WHAT YOU WILL DO = Your copy should hold every record verbatim and none of the pictures.

TASK MATERIAL =
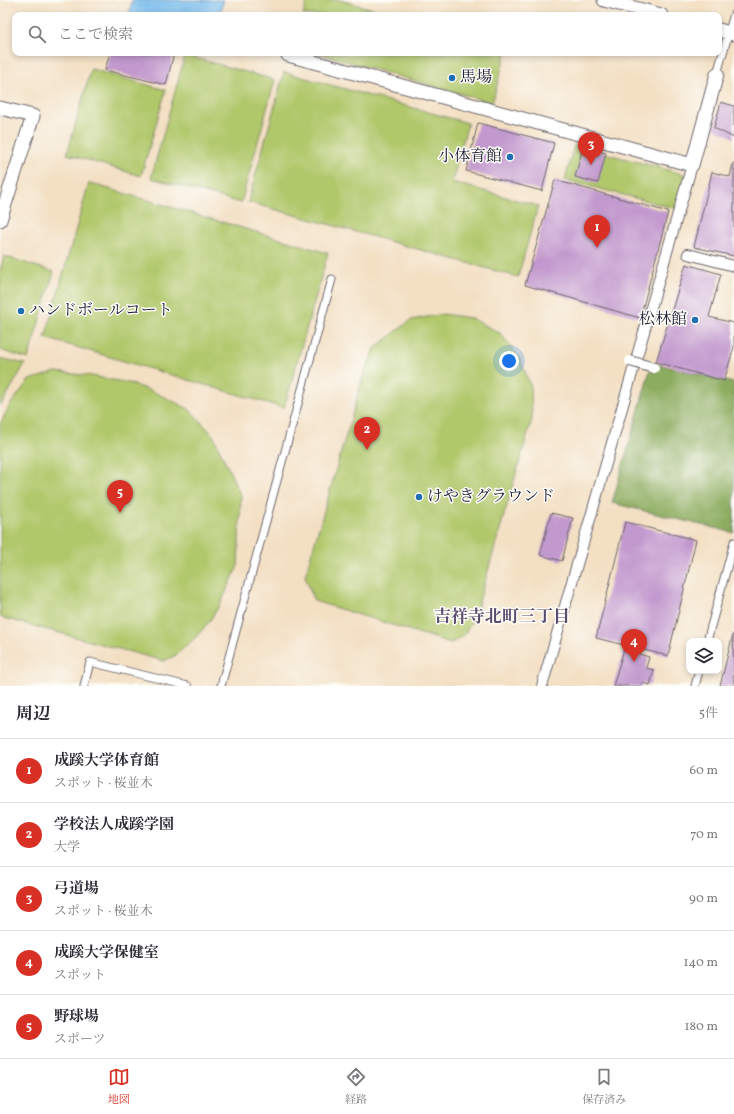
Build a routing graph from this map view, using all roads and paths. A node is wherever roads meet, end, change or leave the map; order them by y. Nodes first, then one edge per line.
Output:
1 (604, 0) edge
2 (650, 12) edge
3 (734, 14) edge
4 (727, 32) edge
5 (722, 53) edge
6 (292, 56) edge
7 (721, 56) edge
8 (717, 74) joint
9 (0, 108) edge
10 (692, 165) junction
11 (0, 220) edge
12 (688, 254) dead end
13 (734, 266) edge
14 (332, 279) dead end
15 (630, 361) dead end
16 (654, 368) dead end
17 (734, 542) edge
18 (708, 638) edge
19 (698, 674) edge
20 (84, 686) edge
21 (188, 686) edge
22 (221, 686) edge
23 (542, 686) edge
24 (695, 686) edge

1 - 2 street
3 - 4 lane
4 - 5 lane
6 - 10 street
7 - 8 lane
8 - 10 street
9 - 11 street
10 - 23 street
12 - 13 street
14 - 22 lane
15 - 16 street, bridge
17 - 18 lane
19 - 24 lane
20 - 21 lane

RESPONSE =
Build a routing graph from this map view, using all roads and paths. A node is wherever roads meet, end, change or leave the map; order them by y. Nodes first, then one edge per line.
Output:
1 (604, 0) edge
2 (650, 12) edge
3 (734, 14) edge
4 (727, 32) edge
5 (722, 53) edge
6 (292, 56) edge
7 (721, 56) edge
8 (717, 74) joint
9 (0, 108) edge
10 (692, 165) junction
11 (0, 220) edge
12 (688, 254) dead end
13 (734, 266) edge
14 (332, 279) dead end
15 (630, 361) dead end
16 (654, 368) dead end
17 (734, 542) edge
18 (708, 638) edge
19 (698, 674) edge
20 (84, 686) edge
21 (188, 686) edge
22 (221, 686) edge
23 (542, 686) edge
24 (695, 686) edge

1 - 2 street
3 - 4 lane
4 - 5 lane
6 - 10 street
7 - 8 lane
8 - 10 street
9 - 11 street
10 - 23 street
12 - 13 street
14 - 22 lane
15 - 16 street, bridge
17 - 18 lane
19 - 24 lane
20 - 21 lane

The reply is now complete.